• [WORK INSTRUCTION] Everything from the line with "middle pip: (708, 126)" to the end of the data should be restated word for word, and nothing before it.

• [DATA FOR THIS TASK]

+ + +

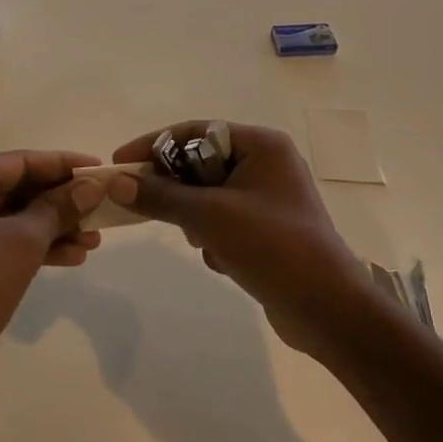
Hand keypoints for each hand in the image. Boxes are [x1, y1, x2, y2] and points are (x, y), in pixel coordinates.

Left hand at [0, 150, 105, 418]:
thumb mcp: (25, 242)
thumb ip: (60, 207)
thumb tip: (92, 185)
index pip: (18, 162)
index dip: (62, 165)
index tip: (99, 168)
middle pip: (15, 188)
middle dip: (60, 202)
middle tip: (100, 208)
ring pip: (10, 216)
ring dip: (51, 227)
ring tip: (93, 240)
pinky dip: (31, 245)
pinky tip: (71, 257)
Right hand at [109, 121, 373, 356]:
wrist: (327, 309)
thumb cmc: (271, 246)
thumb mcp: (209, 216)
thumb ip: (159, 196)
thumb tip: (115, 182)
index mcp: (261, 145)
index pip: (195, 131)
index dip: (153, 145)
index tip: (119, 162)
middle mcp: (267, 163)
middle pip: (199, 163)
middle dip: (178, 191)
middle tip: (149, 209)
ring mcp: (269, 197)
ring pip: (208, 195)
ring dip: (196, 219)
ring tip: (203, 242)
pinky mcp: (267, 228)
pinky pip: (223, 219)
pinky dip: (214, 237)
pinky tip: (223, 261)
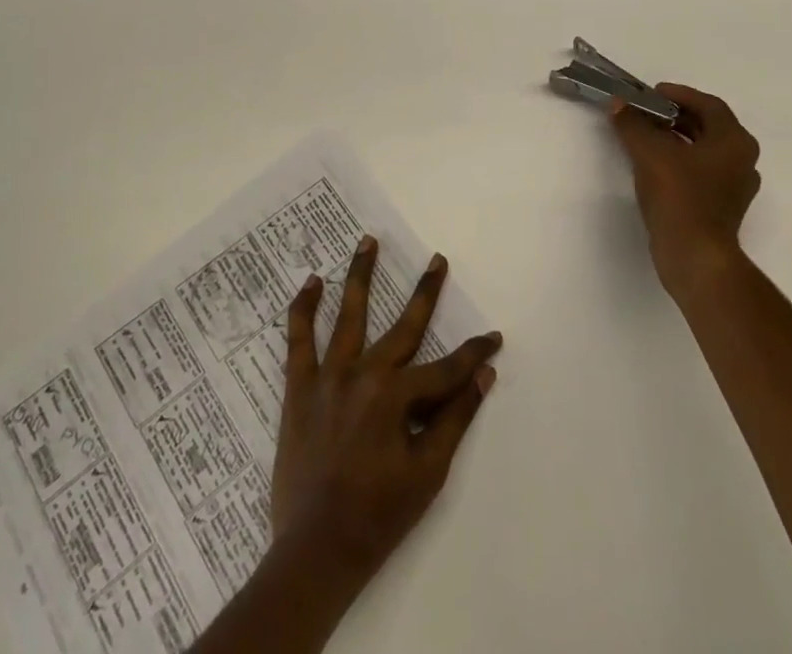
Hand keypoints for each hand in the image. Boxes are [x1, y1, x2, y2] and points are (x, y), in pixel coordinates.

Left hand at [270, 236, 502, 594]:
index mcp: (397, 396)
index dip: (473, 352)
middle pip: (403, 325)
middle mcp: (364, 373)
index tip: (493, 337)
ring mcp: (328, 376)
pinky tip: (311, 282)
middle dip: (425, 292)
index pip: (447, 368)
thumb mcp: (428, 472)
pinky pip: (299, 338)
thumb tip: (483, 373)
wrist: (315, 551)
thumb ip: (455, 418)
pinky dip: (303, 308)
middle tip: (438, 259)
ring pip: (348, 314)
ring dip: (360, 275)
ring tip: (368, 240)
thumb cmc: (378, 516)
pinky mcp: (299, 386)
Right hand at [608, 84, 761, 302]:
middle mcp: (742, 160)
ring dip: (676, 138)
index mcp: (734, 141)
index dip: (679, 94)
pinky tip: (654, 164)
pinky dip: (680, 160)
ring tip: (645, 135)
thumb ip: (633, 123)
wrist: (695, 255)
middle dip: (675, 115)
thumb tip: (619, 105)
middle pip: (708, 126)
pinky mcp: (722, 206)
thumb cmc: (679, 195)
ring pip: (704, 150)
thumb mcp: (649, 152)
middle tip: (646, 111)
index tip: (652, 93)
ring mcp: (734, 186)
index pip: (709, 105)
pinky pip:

+ + +

• [WRITTEN ANSWER]
middle pip: (708, 126)
pinky mcp: (722, 206)
thumb cmc: (679, 195)
ring pip: (704, 150)
thumb mcp: (649, 152)
middle tip: (646, 111)
index tip: (652, 93)
ring mcp: (734, 186)
index pip: (709, 105)
pinky pip:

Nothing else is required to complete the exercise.